* Required work: The word to look for is "Cijolang". Report every line of the entries below that has it.

Data supplied: Begin

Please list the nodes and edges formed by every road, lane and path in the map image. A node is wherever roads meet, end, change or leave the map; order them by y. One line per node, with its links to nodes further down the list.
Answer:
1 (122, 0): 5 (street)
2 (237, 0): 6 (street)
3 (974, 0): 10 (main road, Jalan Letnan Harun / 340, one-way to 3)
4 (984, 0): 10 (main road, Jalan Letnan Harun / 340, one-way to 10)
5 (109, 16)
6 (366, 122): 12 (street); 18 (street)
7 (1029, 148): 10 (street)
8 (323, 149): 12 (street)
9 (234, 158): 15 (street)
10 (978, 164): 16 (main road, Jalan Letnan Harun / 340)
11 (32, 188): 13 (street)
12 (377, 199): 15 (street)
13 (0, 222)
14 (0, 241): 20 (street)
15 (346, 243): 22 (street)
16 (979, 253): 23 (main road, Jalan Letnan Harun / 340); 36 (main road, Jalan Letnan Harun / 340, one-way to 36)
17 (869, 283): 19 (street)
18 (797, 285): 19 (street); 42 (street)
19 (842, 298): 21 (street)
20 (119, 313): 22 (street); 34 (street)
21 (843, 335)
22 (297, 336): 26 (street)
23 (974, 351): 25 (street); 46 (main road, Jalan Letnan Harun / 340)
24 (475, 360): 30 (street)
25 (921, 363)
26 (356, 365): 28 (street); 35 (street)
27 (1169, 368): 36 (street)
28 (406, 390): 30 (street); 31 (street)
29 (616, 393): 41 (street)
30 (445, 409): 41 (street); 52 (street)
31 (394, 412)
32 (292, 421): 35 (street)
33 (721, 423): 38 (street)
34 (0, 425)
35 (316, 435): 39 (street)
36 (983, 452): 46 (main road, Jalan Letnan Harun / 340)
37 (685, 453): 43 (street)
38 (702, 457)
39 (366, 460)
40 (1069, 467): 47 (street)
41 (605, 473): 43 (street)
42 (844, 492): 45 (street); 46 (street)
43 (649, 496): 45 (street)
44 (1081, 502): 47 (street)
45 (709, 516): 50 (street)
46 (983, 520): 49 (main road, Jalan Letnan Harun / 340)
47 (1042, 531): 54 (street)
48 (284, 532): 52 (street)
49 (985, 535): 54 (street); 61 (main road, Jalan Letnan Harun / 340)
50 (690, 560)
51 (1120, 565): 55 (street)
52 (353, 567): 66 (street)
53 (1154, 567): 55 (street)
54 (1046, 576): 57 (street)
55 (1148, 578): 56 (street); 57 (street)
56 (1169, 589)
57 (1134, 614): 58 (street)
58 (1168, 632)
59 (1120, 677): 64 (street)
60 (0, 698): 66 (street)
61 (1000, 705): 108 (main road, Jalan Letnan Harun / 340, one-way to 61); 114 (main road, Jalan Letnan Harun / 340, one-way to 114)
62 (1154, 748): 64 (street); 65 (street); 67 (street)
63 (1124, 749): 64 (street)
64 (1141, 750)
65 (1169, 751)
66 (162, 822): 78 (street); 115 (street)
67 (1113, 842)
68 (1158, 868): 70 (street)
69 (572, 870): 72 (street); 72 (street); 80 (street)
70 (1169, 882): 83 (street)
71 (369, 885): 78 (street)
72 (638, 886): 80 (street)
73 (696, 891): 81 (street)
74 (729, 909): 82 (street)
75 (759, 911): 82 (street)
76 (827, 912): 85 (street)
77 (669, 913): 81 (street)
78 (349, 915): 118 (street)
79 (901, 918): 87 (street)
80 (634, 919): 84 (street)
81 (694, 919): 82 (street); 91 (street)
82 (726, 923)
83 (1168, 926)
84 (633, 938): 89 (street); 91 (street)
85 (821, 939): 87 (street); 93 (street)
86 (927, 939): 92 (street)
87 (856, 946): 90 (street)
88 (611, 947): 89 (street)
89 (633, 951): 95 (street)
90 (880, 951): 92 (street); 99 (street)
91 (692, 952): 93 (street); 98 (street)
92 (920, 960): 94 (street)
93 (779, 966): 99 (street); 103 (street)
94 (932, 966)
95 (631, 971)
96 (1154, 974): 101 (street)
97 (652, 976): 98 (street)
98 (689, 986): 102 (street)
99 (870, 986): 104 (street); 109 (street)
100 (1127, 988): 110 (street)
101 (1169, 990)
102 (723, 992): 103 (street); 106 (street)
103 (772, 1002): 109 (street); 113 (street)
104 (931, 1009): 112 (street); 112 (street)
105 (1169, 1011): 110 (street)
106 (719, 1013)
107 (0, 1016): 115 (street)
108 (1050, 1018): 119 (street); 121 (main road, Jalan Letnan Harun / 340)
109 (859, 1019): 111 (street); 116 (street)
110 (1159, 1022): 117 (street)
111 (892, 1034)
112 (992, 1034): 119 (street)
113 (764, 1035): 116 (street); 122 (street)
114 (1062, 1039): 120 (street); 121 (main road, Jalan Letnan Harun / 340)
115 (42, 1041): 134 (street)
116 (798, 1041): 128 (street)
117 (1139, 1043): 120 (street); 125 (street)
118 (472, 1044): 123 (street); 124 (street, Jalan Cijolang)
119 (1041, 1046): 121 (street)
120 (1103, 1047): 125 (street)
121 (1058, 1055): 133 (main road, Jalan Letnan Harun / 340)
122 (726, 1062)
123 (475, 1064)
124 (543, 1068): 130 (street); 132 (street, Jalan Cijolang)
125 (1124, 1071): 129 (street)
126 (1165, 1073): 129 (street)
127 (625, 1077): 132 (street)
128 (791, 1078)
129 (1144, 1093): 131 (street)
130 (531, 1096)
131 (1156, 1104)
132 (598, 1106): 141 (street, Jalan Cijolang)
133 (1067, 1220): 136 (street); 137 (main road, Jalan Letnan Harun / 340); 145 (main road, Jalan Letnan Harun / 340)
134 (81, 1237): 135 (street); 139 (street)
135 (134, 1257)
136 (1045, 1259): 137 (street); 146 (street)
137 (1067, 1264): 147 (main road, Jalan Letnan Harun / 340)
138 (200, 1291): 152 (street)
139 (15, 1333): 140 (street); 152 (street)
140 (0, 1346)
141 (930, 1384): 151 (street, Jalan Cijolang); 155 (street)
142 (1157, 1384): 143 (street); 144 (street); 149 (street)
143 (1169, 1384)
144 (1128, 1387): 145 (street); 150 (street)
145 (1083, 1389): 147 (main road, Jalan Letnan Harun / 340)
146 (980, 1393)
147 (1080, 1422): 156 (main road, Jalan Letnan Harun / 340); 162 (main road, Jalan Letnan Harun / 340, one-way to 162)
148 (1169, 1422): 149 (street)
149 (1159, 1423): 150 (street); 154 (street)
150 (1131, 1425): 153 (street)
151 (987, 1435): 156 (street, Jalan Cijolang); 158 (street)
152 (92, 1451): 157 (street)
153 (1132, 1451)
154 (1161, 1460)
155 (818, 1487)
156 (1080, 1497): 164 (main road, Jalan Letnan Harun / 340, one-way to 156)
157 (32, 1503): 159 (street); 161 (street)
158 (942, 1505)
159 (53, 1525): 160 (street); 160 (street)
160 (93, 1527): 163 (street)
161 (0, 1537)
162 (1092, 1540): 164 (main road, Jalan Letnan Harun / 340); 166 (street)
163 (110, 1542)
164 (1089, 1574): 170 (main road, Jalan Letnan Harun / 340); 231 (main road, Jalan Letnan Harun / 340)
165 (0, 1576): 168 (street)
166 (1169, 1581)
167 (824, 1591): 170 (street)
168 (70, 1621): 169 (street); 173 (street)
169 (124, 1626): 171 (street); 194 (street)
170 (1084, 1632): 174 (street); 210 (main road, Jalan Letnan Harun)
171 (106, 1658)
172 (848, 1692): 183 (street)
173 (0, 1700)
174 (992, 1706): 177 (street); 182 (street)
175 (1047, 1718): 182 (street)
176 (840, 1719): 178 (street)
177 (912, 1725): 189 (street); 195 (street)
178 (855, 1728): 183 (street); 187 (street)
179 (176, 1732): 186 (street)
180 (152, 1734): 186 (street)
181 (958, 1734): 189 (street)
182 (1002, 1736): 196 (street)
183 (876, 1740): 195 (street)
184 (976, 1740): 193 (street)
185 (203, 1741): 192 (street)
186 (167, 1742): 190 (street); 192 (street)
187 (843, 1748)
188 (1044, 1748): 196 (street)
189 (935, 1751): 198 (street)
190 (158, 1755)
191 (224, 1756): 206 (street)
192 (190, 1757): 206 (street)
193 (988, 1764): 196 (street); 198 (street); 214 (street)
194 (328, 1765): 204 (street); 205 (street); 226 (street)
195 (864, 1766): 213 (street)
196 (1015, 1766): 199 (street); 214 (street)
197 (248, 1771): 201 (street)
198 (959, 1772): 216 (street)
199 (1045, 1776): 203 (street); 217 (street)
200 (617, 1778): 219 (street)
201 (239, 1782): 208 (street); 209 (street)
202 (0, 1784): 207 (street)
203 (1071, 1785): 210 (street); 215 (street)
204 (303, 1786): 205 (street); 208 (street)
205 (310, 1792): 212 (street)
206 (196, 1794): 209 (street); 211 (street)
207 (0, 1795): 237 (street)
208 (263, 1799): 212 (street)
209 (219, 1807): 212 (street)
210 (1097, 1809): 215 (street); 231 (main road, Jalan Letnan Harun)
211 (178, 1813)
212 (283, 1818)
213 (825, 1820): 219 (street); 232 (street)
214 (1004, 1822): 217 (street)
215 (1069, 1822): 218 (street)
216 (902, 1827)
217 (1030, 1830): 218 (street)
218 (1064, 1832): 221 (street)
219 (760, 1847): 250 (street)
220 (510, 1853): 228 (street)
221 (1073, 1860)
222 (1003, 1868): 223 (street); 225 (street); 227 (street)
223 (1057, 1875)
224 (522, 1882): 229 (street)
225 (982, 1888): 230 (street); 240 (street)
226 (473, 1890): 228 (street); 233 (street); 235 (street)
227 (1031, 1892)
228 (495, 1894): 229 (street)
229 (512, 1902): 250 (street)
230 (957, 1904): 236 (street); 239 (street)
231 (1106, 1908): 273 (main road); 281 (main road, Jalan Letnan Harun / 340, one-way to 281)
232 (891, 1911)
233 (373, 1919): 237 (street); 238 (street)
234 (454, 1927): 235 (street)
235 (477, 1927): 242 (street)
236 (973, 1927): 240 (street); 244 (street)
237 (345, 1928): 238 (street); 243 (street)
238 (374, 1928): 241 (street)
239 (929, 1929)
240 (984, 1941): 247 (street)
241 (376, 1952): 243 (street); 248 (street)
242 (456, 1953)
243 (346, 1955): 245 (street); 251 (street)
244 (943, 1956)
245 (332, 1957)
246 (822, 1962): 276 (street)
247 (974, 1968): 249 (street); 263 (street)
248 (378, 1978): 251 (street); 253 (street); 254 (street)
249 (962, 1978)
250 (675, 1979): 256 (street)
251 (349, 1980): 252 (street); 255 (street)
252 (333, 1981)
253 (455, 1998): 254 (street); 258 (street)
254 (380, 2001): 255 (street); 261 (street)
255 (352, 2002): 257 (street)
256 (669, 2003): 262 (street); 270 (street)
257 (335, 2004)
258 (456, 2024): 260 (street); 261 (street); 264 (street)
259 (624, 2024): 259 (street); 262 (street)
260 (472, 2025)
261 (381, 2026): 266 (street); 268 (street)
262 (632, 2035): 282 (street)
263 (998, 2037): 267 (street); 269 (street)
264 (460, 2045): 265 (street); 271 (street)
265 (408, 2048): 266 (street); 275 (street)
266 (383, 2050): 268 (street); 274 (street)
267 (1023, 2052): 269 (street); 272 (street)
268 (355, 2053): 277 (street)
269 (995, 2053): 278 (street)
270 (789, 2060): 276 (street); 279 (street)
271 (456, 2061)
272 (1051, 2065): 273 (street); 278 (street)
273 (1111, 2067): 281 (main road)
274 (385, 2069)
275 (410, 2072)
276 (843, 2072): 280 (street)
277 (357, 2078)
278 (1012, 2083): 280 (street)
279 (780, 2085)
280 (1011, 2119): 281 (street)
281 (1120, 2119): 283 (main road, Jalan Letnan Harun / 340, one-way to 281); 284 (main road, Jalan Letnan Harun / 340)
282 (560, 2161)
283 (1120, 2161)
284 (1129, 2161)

Data supplied: End

* Exercise response:
118 (472, 1044): 123 (street); 124 (street, Jalan Cijolang)
124 (543, 1068): 130 (street); 132 (street, Jalan Cijolang)
132 (598, 1106): 141 (street, Jalan Cijolang)
141 (930, 1384): 151 (street, Jalan Cijolang); 155 (street)
151 (987, 1435): 156 (street, Jalan Cijolang); 158 (street)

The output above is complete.